Tenascin C (TNC) 是一种具有免疫调节特性的细胞外基质蛋白,在组织损伤和修复过程中发挥重要作用。肺炎和脓毒症患者的 TNC 水平升高,并且与预后不良相关。耐甲氧西林金黄色葡萄球菌 (MRSA) 是一种革兰氏阳性菌,是医院获得性肺炎和社区获得性肺炎的主要病原体。为了研究 TNC 在 MRSA 诱导性肺炎中的作用,通过气道感染 TNC 充足 (TNC) 和 TNC 缺乏 (TNC) 小鼠,并在 6、24 和 48 小时后安乐死进行分析。TNC 的肺部转录在 6 小时达到峰值,而免疫组织化学显示在后期时间点蛋白水平更高。尽管 TNC 缺乏与细菌清除无变化相关,但与 TNC 小鼠相比,TNC 小鼠在感染急性期的支气管肺泡灌洗液中 TNF-α 和 IL-6 水平升高。

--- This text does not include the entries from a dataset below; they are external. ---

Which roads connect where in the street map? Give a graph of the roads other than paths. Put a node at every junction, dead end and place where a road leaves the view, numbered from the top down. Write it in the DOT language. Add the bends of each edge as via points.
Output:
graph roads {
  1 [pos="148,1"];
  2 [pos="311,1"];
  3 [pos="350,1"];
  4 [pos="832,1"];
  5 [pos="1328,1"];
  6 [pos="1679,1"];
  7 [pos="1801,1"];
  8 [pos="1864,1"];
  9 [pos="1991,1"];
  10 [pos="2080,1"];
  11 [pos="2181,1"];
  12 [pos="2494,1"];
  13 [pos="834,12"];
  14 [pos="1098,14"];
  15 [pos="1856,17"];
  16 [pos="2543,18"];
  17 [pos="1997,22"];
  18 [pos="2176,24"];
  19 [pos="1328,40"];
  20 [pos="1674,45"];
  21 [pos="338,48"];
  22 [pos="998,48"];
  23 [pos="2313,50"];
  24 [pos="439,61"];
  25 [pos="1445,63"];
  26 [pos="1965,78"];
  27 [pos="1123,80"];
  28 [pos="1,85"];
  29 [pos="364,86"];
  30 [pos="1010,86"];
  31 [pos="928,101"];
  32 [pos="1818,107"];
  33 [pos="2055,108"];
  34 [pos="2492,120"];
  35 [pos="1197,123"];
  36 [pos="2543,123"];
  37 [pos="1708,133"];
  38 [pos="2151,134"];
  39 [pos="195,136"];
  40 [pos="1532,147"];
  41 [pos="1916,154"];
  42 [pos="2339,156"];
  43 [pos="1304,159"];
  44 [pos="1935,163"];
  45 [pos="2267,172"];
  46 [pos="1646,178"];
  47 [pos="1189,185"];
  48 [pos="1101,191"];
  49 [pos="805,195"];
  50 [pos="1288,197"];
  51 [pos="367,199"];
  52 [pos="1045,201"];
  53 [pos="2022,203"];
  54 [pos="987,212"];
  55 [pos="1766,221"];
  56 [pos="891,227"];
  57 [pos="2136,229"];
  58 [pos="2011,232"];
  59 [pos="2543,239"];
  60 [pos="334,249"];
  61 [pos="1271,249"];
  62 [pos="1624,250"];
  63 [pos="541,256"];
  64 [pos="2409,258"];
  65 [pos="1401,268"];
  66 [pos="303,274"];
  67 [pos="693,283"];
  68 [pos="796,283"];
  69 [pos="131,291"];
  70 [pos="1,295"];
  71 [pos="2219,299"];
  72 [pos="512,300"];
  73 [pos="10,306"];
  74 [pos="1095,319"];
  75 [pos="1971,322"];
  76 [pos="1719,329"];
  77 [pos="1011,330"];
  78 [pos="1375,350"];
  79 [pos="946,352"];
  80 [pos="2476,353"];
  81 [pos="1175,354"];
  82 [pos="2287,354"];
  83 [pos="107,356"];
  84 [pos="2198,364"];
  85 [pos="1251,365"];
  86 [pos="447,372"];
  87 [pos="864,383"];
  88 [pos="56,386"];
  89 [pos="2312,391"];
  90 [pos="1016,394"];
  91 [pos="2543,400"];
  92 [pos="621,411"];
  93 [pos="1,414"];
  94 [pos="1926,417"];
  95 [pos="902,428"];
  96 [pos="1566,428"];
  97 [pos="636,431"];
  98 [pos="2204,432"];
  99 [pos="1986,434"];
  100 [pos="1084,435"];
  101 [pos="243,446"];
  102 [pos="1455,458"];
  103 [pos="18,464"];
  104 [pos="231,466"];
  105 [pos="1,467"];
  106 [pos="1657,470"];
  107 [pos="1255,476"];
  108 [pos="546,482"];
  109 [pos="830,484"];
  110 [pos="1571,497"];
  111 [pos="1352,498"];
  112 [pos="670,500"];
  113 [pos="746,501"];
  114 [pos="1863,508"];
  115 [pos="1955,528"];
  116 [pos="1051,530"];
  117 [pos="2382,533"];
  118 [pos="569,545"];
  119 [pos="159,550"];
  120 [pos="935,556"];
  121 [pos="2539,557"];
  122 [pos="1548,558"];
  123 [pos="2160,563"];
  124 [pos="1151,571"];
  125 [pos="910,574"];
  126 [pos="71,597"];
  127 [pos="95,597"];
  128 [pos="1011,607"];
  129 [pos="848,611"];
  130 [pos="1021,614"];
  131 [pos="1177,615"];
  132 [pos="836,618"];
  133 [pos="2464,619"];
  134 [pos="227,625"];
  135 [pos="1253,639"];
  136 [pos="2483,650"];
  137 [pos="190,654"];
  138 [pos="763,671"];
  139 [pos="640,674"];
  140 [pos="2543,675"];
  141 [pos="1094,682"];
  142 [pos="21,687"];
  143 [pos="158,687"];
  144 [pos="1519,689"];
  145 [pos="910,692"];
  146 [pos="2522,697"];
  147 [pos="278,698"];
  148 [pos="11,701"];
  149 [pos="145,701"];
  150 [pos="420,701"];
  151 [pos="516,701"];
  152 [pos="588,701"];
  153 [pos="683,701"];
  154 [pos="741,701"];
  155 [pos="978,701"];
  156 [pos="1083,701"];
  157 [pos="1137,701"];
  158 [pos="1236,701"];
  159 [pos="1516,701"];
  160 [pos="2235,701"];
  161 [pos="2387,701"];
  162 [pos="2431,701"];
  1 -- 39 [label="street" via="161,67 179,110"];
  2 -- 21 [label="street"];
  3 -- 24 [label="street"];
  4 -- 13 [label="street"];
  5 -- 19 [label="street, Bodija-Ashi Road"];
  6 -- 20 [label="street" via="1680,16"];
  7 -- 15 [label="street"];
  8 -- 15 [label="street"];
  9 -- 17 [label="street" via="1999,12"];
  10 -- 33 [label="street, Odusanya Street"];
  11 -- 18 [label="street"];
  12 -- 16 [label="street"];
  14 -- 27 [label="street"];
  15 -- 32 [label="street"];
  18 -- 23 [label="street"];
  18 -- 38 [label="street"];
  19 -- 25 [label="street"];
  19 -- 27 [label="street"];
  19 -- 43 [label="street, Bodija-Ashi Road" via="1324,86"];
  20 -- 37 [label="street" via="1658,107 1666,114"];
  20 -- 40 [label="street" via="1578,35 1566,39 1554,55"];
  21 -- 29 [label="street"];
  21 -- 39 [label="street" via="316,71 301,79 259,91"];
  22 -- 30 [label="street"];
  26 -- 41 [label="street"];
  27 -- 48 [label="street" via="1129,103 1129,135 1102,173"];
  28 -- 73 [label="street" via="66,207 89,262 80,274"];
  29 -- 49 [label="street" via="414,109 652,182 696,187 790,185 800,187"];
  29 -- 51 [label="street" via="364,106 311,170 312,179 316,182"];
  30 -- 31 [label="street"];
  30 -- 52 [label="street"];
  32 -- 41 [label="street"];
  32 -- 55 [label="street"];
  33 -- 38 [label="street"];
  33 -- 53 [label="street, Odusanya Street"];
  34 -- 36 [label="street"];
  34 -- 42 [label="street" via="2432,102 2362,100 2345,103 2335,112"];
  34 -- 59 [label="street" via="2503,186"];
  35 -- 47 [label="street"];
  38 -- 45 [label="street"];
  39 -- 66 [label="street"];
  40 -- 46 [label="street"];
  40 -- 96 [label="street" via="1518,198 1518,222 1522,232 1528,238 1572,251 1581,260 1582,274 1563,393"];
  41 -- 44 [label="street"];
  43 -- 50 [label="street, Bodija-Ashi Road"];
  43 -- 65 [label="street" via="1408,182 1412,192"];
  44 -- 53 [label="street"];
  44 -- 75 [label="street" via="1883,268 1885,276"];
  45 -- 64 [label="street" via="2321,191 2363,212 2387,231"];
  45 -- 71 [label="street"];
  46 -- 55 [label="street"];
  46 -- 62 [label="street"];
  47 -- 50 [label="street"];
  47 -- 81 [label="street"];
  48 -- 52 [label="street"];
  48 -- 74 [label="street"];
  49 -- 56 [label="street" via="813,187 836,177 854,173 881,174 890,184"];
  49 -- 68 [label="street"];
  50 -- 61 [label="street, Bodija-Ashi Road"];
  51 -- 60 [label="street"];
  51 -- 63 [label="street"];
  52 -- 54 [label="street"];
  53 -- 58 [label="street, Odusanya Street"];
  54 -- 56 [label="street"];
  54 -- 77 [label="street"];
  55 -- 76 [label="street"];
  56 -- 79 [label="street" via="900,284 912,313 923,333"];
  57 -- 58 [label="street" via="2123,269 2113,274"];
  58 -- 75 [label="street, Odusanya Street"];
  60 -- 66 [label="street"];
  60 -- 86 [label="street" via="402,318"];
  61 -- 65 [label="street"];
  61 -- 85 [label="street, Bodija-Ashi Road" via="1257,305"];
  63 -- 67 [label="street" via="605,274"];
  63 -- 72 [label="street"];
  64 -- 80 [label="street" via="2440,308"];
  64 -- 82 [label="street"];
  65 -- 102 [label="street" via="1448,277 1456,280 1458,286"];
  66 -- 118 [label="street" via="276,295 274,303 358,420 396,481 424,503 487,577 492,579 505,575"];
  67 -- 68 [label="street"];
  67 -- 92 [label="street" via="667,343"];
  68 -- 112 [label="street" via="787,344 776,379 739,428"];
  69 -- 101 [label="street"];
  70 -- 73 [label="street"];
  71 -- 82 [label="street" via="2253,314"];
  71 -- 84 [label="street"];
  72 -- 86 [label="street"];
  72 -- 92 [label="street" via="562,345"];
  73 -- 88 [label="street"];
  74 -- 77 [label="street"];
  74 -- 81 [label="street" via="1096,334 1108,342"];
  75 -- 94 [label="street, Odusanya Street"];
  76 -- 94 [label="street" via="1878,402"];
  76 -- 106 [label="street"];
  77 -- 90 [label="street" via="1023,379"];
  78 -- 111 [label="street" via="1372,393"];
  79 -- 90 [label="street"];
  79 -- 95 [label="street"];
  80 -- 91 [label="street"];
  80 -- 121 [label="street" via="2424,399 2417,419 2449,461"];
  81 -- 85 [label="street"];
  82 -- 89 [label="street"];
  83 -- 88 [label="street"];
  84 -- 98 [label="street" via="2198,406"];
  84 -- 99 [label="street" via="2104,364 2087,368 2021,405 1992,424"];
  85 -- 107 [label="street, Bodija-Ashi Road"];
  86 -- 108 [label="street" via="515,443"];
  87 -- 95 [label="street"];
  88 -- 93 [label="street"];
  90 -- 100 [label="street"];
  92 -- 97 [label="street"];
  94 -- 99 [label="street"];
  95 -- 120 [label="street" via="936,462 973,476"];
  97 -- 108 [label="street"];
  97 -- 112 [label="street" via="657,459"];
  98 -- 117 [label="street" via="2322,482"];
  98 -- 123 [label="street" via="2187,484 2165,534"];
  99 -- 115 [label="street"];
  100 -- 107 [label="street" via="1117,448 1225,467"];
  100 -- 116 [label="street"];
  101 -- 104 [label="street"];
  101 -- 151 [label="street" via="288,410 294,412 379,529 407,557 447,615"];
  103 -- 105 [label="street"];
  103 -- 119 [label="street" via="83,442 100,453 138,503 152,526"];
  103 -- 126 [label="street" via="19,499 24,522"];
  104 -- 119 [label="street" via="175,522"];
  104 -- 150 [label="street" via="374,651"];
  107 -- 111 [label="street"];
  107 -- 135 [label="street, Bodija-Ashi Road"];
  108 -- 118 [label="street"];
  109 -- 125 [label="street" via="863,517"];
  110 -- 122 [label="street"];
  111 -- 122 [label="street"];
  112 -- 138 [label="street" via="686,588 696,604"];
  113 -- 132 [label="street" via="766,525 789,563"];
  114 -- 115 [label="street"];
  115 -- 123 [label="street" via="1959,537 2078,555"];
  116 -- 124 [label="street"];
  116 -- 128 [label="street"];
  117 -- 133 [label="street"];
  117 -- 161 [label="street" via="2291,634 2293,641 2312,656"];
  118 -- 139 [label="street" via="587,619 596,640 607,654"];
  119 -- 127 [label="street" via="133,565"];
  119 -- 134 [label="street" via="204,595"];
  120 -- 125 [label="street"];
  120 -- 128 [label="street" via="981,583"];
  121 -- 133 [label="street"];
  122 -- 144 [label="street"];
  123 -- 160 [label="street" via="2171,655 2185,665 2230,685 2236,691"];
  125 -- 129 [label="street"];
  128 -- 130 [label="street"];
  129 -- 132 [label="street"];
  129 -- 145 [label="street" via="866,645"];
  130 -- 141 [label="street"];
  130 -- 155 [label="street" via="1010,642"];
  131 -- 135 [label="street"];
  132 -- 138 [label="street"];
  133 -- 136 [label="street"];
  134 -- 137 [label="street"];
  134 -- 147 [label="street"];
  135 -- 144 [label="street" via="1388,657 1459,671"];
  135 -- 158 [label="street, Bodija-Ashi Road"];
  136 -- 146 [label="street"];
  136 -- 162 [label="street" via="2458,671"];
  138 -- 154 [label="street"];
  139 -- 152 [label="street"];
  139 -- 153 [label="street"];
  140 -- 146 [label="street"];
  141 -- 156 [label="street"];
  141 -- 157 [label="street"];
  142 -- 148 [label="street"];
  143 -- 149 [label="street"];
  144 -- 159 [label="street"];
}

此外,TNC 小鼠在感染后 6 小时,但不在 24 或 48 小时,表现出更严重的肺部病理学。总之,这些数据表明,TNC 在 MRSA 诱导性肺炎的急性炎症期对组织病理学起适度的保护作用,但在细菌清除期不起作用。这些结果表明,在 MRSA 诱导性肺炎期间,TNC 在疾病结局中没有重要作用。最近,TNC 的免疫调节特性引起了广泛关注。然而,迄今为止,大多数研究都利用了无菌炎症模型。在这项研究中,我们在 TNC 充足和 TNC 缺乏的小鼠模型中研究了 MRSA 诱导性肺炎的病理生物学。我们研究了在初始损伤和缓解阶段的免疫反应和组织病理学。我们证明,MRSA 诱导的肺炎上调了肺 TNC 的 mRNA 和蛋白水平表达。然而,TNC 在细菌性肺炎中的免疫调节作用与无菌炎症模型不同,表明 TNC 的功能取决于上下文。与 TNC 作为促炎介质的先前描述相反,TNC 缺乏小鼠在感染急性期似乎遭受了更严重的组织病理学损伤。尽管如此,除了在急性反应阶段的作用外,TNC 在 MRSA 诱导性肺炎期间似乎对疾病结局没有重大影响。